I suggest 2 solutions:

  1. A solid state relay
  2. Completely control the voltage across the load so you don't care about leakage of the switch devices. Either with a logic device or 2 discrete FETs

As @peufeu says you will have a hard time finding a discrete MOSFET whose datasheet guarantees such low off state leakage. Smaller area, and hence higher Ron devices will tend to have lower leakage.

Using a solid state relay (a.k.a. opto-relay), which internally uses a pair MOSFETS as the switch devices, you can find components that will guarantee the leakage is less that 25nA. However, opto-relays will be slow so don't use this for switching fatser than about 1 kHz (see the opto-relay's data sheet). If have a connection to VDD use the approach below.

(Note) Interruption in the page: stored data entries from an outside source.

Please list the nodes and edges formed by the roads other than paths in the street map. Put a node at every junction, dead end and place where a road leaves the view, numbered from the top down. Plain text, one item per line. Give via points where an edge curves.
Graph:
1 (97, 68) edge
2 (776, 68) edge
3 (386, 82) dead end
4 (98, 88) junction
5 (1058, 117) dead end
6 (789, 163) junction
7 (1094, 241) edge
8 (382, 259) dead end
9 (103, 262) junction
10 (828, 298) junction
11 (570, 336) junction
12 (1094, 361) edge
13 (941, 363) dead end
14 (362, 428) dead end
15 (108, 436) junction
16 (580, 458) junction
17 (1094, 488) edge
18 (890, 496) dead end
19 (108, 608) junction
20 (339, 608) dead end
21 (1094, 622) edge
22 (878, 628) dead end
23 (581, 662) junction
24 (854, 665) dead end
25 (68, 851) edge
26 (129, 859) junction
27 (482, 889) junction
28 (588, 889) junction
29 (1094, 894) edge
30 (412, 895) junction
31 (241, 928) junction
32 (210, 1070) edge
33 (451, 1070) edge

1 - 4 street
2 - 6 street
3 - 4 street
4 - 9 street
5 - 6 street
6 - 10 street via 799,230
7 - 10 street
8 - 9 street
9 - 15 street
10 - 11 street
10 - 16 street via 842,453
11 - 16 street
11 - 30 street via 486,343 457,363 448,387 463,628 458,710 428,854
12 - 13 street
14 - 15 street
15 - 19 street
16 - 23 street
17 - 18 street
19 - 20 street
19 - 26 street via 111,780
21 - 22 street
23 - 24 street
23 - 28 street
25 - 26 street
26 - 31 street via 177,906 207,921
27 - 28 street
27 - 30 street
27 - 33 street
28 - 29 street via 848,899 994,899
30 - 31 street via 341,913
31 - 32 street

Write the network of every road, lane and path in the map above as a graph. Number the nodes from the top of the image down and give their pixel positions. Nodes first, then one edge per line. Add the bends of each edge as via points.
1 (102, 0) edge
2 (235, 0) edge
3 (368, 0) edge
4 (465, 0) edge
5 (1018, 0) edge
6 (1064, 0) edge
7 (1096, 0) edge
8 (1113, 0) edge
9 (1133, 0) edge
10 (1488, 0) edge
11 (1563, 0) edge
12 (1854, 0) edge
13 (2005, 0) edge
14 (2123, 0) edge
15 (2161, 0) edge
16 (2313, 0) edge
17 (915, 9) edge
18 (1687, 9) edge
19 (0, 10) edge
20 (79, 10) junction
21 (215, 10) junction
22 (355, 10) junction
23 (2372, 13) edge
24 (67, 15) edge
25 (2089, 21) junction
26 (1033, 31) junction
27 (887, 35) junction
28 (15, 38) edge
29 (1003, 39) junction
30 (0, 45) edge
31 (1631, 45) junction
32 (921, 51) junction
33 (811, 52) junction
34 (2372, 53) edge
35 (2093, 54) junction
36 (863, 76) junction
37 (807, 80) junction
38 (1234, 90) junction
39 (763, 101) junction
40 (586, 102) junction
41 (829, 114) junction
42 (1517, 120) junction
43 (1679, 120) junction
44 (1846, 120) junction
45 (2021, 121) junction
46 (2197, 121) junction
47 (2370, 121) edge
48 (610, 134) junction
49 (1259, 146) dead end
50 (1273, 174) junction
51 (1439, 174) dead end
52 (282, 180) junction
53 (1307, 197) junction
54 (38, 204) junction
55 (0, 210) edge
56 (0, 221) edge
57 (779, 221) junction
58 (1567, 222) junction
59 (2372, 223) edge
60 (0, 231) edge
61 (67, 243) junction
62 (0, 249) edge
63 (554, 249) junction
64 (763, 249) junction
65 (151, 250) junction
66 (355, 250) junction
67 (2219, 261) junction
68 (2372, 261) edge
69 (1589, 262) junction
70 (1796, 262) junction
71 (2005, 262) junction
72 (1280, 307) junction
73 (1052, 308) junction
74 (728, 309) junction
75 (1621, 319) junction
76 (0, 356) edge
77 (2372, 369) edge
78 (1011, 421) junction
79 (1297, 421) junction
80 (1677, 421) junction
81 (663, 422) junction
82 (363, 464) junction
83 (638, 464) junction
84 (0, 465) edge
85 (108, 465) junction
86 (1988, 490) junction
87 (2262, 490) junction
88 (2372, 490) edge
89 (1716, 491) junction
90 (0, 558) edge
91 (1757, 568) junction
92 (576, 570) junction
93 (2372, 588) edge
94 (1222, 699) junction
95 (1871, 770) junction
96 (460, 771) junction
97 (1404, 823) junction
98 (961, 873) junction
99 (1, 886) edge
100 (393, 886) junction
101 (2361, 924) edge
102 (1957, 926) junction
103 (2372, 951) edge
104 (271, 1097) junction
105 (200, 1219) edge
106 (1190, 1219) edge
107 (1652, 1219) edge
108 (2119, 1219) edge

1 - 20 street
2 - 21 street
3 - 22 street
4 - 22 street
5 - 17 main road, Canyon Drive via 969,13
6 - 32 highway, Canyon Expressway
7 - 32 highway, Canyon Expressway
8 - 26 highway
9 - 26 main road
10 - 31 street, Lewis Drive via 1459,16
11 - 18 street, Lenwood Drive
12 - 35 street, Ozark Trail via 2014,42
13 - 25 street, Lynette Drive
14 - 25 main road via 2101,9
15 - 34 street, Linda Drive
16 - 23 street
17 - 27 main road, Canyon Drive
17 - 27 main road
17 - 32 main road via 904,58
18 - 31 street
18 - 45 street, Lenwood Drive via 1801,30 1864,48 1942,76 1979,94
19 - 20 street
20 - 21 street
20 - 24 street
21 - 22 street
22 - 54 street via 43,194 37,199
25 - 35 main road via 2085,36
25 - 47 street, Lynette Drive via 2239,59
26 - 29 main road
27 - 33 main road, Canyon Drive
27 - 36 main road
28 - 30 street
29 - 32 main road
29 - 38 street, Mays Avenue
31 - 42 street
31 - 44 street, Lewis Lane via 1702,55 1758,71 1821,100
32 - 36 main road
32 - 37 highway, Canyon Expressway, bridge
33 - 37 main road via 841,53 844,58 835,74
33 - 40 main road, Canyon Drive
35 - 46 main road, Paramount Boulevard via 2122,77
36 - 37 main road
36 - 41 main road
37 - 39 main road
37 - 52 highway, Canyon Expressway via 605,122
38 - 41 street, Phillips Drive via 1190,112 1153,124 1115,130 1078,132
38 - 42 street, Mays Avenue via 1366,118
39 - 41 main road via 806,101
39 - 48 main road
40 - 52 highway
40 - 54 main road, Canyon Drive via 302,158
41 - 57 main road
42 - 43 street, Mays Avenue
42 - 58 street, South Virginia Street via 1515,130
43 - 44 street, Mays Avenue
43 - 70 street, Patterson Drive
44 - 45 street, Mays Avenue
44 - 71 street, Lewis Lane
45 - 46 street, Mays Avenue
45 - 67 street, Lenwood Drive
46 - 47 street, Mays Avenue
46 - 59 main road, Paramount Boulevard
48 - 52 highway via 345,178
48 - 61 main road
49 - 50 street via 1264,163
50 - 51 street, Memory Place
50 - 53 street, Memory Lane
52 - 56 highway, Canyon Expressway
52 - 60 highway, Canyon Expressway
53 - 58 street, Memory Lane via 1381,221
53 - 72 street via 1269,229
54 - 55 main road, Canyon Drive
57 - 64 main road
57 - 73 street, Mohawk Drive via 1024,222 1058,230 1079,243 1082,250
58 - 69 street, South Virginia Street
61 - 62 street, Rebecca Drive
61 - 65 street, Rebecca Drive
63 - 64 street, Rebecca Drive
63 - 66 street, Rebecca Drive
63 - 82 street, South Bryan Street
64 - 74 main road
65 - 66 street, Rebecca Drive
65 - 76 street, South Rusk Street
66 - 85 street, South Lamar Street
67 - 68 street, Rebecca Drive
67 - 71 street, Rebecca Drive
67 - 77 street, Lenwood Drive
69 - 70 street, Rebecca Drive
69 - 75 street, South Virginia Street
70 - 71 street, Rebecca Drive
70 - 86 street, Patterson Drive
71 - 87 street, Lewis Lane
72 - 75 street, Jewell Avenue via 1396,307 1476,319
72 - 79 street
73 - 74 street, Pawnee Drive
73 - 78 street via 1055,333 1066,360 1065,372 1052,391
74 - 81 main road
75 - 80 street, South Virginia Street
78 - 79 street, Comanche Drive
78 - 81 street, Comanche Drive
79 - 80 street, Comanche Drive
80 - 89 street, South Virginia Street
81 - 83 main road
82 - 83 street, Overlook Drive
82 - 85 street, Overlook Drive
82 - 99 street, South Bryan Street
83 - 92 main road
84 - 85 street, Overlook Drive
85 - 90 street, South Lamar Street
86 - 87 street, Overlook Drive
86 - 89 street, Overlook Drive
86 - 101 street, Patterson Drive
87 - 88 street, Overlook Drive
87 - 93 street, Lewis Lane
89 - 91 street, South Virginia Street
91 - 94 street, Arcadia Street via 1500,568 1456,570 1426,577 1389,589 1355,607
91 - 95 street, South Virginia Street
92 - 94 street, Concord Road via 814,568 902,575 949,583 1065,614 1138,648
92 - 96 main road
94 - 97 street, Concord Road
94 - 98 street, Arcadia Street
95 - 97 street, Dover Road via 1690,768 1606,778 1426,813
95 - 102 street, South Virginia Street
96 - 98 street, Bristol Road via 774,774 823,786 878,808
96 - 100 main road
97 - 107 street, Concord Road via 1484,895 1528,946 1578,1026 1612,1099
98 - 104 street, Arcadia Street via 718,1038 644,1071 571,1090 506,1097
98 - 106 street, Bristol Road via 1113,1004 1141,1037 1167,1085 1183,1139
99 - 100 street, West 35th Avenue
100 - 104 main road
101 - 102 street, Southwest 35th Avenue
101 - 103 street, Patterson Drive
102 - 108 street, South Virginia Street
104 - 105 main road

Another solution is to drive the output of the with 2 MOSFETs just like the output of a CMOS inveter. Assuming the load is between a positive supply, VDD, and a negative supply, VSS, and you are controlling the load's negative terminal.

  • Turn on an NMOS to turn on the load by pulling the load's negative terminal to VSS. The voltage across the load is VDD - VSS.
  • Turn on a PMOS to turn off the load by pulling the load's negative terminal to VDD. The voltage across the load is VDD - VDD = 0.

If VDD - VSS is about 18 V or less, don't use discrete FETs, use a logic device, the CD family devices will handle 18V and for lower voltages use a more recent family. Otherwise, use discrete devices.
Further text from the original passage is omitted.